After this lesson, you will be able to: Take an existing project and set up a professional GitHub repository with branch protection, full CI, auto-deploy to Vercel, and contributor docs.
This is the passion project for the Git and GitHub Pro sub-track per Curriculum-Upgrade.md. Pick a project you already own (or one from another LastWrite subtrack) and upgrade its GitHub setup to professional bar.
Anyone can push code to GitHub. The candidate who can configure a repo so it enforces good practices automatically stands out instantly. After this project, you'll have a public repo URL on your resume that proves you operate at the level of a working engineer, not just a tutorial-follower.
Don't start a new one. The work is the polish, not new features.
Pick a project you already have on GitHub (the rn-passion-project / aa-cf-passion-project / ai-passion-project all qualify)
If you don't have one, fork a small public project (anything you actively use)
Create a checklist of the gaps: missing CI? no PR template? no branch protection? no auto-deploy?
Estimate 2-4 hours total; this is configuration, not feature work
Apply everything from se-git-04.
Enable branch protection on main: require PR + 1 approval + status checks + linear history
Add .github/CODEOWNERS (it can just be yourself for a solo project; the structure shows you know it)
Add .github/PULL_REQUEST_TEMPLATE.md (from se-fund-05)
Add .github/ISSUE_TEMPLATE/bug_report.md and feature_request.md
Add a CONTRIBUTING.md explaining how to set up the project locally + how to submit a PR
Add a CODE_OF_CONDUCT.md (Contributor Covenant template is fine)
Add a LICENSE file (MIT is the safe default for personal projects)
Apply se-git-05.
Create .github/workflows/ci.yml with lint, type check, and test jobs
Enable caching (cache: npm or pnpm) to keep CI fast
Add matrix builds across Node 18/20/22 if your project supports them
Make the required status check the merged-ci check; you can require it on the protected branch from Settings > Branches
Verify by opening a PR with an intentional lint error; confirm CI fails and the merge button is disabled
Apply the deploy YAML from se-git-05.
Connect the GitHub repo to a Vercel project (vercel.com > Add new > Project)
Vercel auto-deploys preview URLs for every PR
Verify the preview URL appears as a GitHub status check on a sample PR
For backend / non-Next.js projects, write a .github/workflows/deploy.yml that triggers on push to main
Document the production URL in the README
Hiring managers read READMEs in 30 seconds; optimize for that.

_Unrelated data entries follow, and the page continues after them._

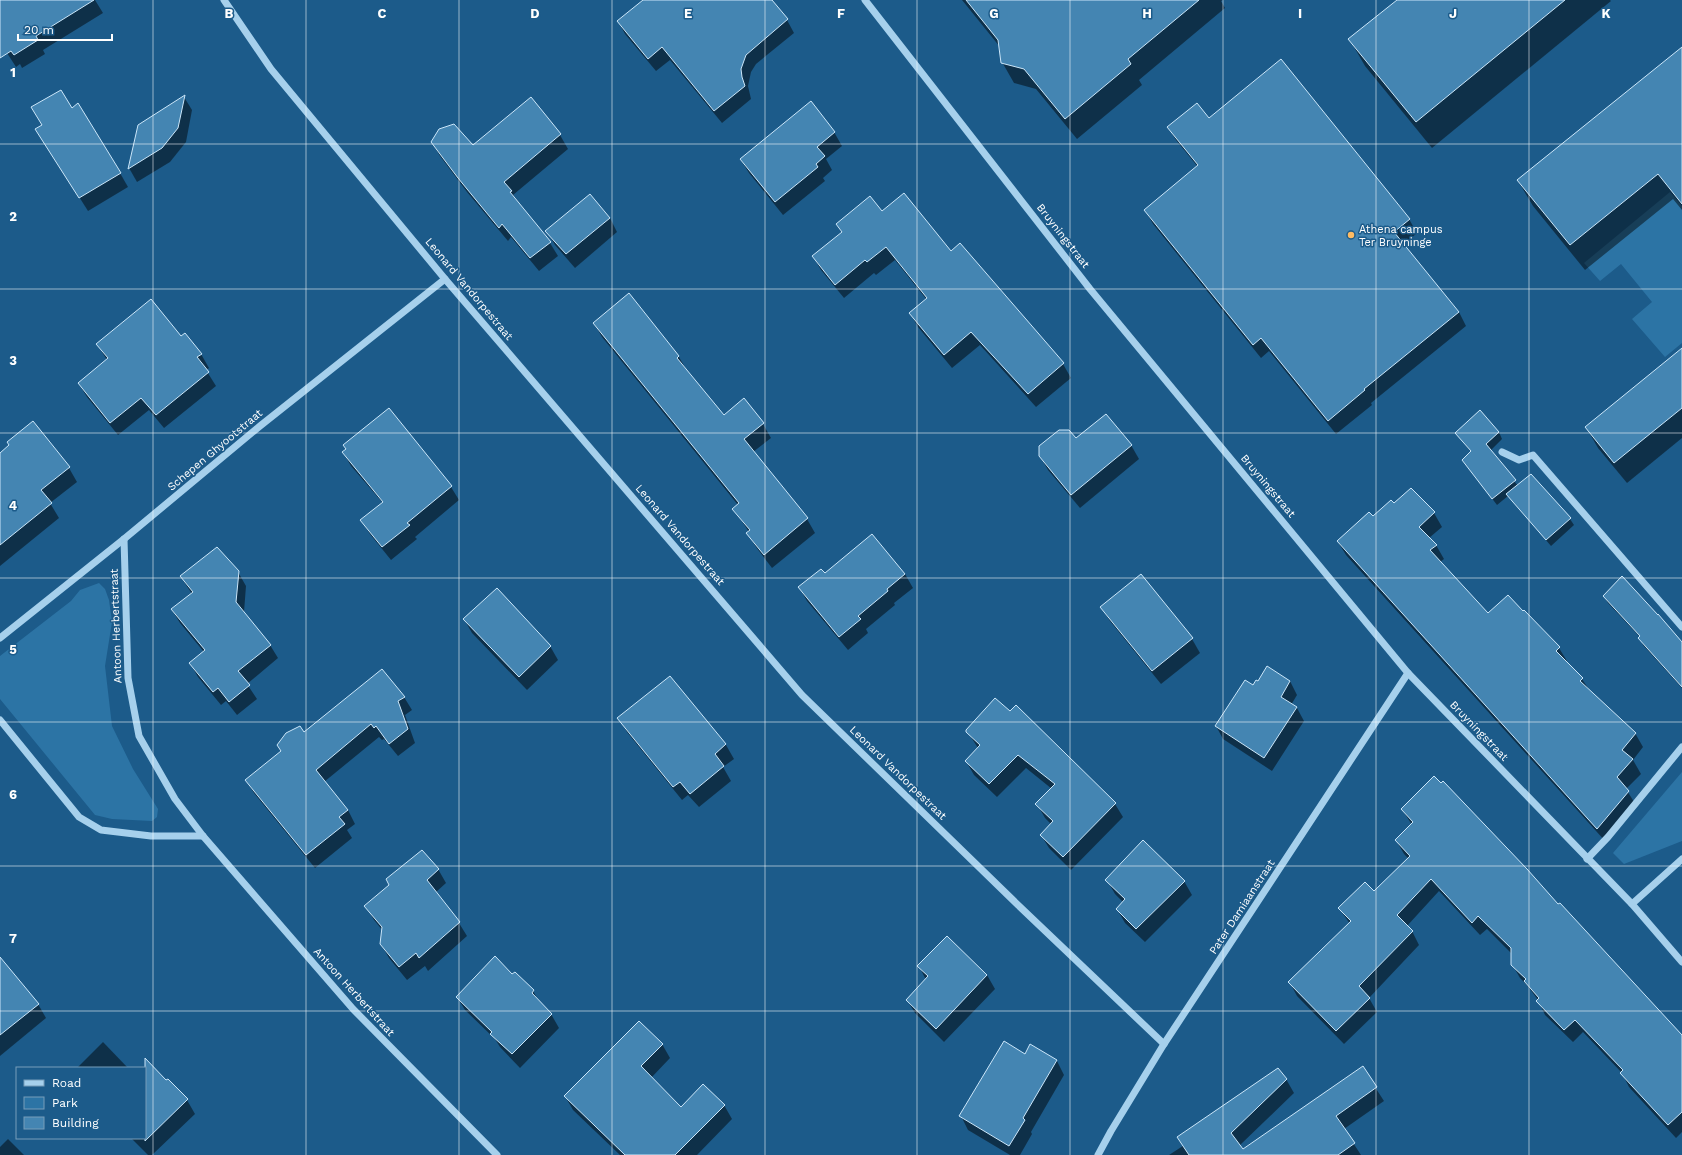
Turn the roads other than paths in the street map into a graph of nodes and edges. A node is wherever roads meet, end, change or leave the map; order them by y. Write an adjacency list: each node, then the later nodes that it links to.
1 (224, 0): 3 (street, Leonard Vandorpestraat)
2 (865, 0): 8 (street, Bruyningstraat)
3 (445, 279): 5 (street, Schepen Ghyootstraat); 16 (street, Leonard Vandorpestraat)
4 (1502, 452): 6 (street)
5 (124, 539): 7 (street, Schepen Ghyootstraat); 11 (street, Antoon Herbertstraat)
6 (1682, 627)
7 (0, 638)
8 (1408, 673): 12 (street, Bruyningstraat); 16 (street, Pater Damiaanstraat)
9 (0, 720): 11 (street)
10 (1682, 747): 12 (street)
11 (202, 836): 17 (street, Antoon Herbertstraat)
12 (1587, 859): 14 (street, Bruyningstraat)
13 (1682, 859): 14 (street)
14 (1632, 904): 15 (street, Bruyningstraat)
15 (1682, 962)
16 (1164, 1044): 18 (street, Pater Damiaanstraat)
17 (497, 1155)
18 (1098, 1155)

Top of file: project name + one-sentence description + a screenshot or gif
Badges row: CI status, deploy status, license
'Try it' section: link to the live URL + one-line install instructions
'Why' section: one paragraph on the problem the project solves
'Architecture' section: a short diagram or bullet list of the stack
'Local development' section: clone, install, run, test
'Contributing' section: link to CONTRIBUTING.md
'License' section: link to LICENSE
If the README is more than two screens long, split into multiple .md files (ARCHITECTURE.md, etc.)

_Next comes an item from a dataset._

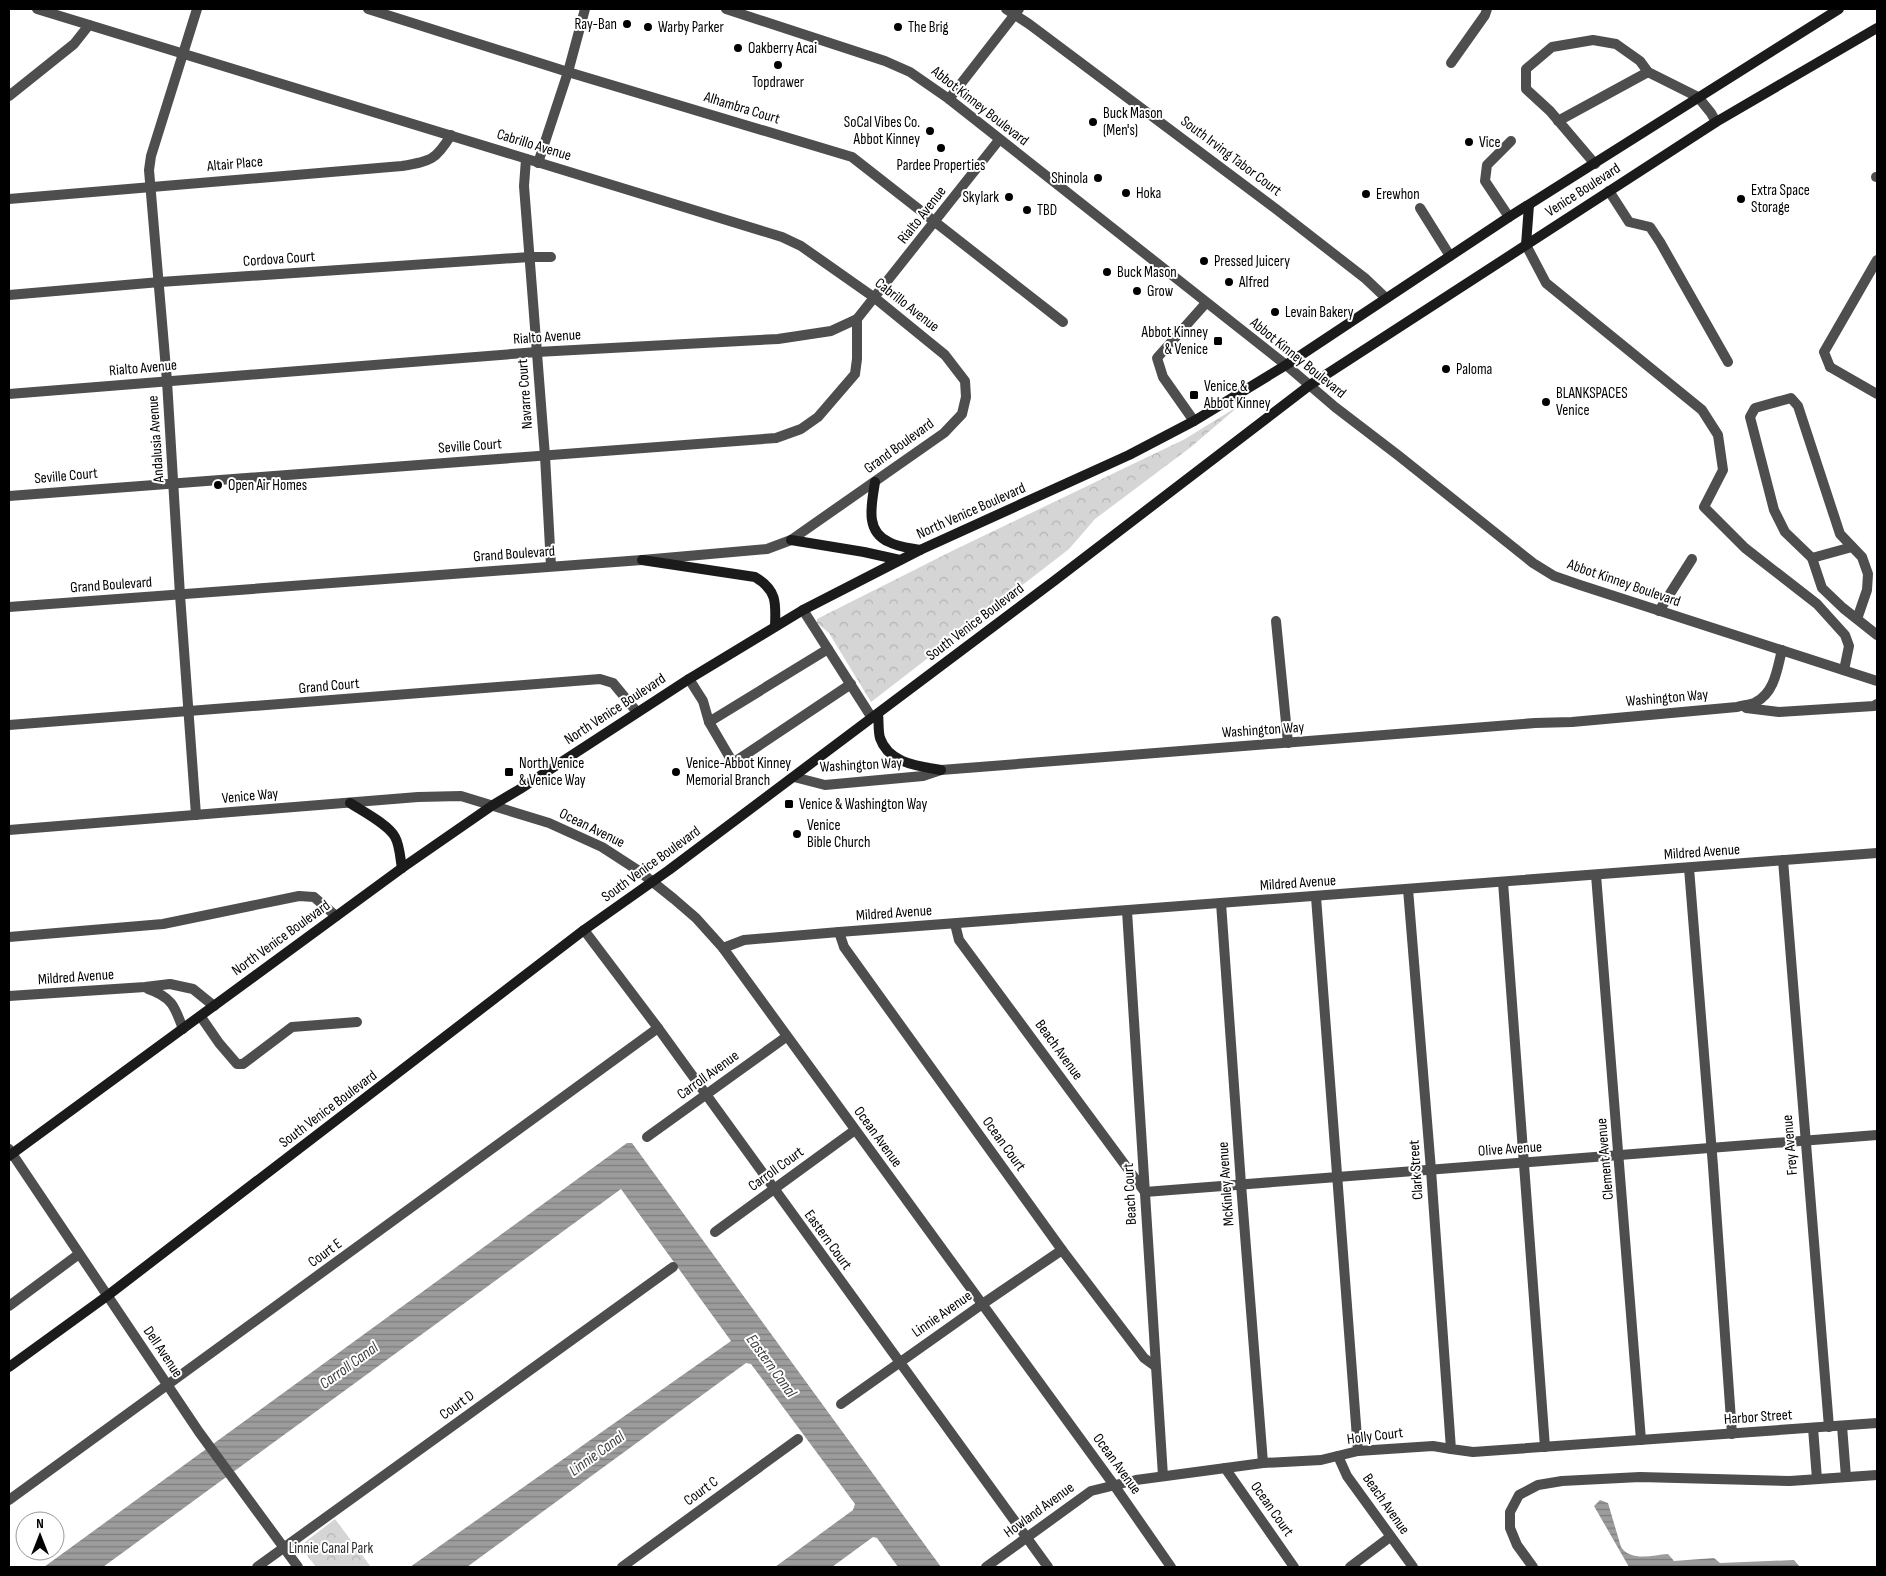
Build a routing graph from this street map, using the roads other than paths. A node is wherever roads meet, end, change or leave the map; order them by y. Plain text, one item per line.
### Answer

Skipping the README. The most-visited file in any repo; hiring managers read it first. Configuring CI but never running it against a real PR. Untested CI is decorative. Leaving stale `WIP` or `TODO` labels in the project board. Recruiters notice. Choosing fancy badges over a clean README. One row of green badges is fine; ten is clutter. Skipping the LICENSE file. Without one, your code is technically all-rights-reserved and nobody can legally use it.